The Government has managed to maintain a healthy operating surplus of $6.6 billion, according to the Crown accounts for the eight months ending February 2006.
The figures released today show the operating balance is higher than forecast by $2.7 billion due to previously announced investment income returns and the sale of assets.
After stripping out investment returns, revaluations and other book keeping items the surplus is running at $4.7 billion, $800 million higher than forecast.
Gross debt jumped to 23.2 per cent of GDP to $35.8 billion.
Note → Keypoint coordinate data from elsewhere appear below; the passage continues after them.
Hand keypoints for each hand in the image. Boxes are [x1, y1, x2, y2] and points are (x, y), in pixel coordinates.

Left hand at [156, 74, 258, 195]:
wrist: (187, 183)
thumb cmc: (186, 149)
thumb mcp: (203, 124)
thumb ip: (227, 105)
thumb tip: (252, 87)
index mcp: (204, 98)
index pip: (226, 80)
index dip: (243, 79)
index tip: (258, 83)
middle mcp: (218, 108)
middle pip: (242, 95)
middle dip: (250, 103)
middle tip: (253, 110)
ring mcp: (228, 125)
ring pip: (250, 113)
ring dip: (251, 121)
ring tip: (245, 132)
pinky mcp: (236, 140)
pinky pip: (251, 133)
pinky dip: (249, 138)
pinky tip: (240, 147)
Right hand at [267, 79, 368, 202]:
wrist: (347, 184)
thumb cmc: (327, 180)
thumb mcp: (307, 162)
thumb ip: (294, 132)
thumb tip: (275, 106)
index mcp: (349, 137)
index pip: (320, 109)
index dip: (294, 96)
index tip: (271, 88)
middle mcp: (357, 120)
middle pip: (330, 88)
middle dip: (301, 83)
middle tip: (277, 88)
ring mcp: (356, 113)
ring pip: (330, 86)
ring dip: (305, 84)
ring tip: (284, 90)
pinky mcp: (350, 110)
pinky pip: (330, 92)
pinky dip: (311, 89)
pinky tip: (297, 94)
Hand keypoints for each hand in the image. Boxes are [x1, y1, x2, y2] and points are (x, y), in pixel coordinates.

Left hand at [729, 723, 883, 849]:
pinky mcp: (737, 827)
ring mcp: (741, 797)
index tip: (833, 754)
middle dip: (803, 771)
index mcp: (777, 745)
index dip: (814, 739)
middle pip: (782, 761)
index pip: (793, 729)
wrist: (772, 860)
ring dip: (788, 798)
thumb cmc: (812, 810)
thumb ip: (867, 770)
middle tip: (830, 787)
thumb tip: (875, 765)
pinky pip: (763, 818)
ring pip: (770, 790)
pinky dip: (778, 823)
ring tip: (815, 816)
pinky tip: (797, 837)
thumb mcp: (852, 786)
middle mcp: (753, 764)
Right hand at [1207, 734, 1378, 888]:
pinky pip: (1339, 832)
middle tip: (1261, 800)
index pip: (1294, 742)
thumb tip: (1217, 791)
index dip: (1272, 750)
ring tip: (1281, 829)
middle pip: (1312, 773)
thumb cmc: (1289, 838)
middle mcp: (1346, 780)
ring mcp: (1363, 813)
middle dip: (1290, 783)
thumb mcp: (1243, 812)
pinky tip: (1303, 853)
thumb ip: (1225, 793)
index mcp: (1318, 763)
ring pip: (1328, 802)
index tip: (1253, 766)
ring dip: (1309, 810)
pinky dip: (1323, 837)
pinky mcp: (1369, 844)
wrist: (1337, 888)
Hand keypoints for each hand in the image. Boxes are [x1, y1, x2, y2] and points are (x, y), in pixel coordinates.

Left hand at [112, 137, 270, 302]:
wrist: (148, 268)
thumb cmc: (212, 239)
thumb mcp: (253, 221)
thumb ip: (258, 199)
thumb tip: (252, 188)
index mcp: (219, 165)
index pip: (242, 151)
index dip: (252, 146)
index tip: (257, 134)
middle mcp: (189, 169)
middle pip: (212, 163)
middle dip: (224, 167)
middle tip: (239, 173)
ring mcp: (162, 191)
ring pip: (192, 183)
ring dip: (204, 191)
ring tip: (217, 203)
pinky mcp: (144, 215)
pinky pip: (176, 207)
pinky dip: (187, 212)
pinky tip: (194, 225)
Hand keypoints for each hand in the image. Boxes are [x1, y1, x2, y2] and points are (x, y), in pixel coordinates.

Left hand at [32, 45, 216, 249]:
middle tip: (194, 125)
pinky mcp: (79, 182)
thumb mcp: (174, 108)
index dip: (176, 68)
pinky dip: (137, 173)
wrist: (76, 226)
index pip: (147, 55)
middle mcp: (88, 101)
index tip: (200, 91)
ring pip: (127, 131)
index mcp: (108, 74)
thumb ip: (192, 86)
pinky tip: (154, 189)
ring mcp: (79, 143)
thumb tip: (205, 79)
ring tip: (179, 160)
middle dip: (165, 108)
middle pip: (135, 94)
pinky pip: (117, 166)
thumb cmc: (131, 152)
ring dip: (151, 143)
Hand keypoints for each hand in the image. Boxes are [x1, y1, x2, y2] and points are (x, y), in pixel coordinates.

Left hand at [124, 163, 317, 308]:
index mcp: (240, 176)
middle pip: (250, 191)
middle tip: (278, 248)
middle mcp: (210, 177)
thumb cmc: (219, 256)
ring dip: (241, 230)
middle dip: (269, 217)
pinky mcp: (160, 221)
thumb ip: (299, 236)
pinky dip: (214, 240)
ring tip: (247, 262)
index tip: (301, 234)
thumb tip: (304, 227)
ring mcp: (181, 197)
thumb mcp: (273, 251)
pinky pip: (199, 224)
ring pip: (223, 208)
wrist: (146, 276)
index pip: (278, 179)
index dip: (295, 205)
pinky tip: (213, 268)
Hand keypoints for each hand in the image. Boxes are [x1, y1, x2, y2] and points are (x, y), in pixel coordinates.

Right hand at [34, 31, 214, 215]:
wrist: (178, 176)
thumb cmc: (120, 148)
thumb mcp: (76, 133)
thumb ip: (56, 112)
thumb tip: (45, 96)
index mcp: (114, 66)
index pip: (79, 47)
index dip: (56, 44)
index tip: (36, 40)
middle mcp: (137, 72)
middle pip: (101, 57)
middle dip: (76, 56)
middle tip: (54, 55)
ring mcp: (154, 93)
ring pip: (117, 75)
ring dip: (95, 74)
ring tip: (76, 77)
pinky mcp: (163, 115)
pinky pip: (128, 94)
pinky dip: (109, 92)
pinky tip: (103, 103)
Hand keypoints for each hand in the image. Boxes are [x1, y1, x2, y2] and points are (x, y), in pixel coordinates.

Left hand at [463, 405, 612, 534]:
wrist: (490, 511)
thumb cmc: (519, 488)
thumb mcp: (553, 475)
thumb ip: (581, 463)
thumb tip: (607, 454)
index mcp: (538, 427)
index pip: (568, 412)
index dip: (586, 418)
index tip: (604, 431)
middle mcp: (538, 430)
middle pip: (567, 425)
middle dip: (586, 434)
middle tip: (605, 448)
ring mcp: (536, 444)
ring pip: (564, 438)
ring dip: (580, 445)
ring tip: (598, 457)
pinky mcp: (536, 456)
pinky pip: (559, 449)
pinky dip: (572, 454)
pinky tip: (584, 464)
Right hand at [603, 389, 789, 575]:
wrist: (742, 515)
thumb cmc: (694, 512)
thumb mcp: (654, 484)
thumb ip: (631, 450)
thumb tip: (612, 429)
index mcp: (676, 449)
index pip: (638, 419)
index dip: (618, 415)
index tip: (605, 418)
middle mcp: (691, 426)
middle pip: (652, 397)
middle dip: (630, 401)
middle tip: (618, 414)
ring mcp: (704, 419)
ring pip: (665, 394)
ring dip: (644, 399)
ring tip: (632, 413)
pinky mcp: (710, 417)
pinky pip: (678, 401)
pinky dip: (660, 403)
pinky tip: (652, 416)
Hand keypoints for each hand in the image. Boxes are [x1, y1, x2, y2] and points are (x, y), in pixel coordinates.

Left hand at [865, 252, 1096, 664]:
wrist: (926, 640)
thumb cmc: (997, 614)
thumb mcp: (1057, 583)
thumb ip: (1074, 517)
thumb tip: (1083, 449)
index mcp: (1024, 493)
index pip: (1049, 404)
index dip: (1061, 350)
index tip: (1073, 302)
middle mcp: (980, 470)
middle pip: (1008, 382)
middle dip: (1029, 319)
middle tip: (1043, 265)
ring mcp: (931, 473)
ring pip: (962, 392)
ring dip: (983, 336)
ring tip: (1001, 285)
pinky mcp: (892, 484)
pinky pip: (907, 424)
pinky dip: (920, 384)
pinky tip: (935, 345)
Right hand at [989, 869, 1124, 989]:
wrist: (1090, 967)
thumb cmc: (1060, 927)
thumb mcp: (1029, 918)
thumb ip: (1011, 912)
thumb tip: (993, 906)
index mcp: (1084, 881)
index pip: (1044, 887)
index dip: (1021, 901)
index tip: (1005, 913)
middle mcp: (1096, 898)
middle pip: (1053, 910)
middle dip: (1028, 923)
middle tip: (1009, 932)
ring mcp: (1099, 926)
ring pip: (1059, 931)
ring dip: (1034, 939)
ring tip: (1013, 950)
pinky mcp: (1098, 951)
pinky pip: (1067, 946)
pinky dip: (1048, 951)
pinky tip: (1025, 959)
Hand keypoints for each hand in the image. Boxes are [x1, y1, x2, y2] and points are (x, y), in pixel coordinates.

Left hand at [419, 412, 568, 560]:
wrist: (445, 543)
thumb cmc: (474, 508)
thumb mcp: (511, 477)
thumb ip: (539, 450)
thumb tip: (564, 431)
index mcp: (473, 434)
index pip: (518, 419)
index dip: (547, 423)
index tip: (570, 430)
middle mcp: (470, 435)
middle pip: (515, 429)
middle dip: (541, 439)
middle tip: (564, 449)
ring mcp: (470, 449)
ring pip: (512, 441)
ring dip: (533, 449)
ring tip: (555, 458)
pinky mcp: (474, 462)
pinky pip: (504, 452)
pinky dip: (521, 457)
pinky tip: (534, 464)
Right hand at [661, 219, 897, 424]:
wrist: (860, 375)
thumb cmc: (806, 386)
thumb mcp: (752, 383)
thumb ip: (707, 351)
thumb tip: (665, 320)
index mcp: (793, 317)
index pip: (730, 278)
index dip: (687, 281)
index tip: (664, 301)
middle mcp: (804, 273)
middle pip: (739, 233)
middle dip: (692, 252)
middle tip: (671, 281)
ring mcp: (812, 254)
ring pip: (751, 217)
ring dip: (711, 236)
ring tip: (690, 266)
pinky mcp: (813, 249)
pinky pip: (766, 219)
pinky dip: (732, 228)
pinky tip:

This was around $3.2 billion higher than forecast, though Treasury said this was mainly explained by the Reserve Bank changing cash settlement rules with banks and not a leap in government borrowing.
Treasury said that net cash -- the money available or needed to borrow after all investments are taken into account -- was as expected with a $1.3 billion surplus.
Notes to the accounts said while the tax take was still ahead of expectations, this was being offset by higher expenditure.
In comparison to the first eight months of the previous financial year, taxation revenue was $2.2 billion higher (7.2 per cent) reflecting the strong labour market, company profits and consumer spending.
Core government spending was $4.3 billion higher (15.2 per cent) with welfare spending up S600 million, health expenses up $700 million and the impact of interest free student loans lifting education costs by $1.8 billion.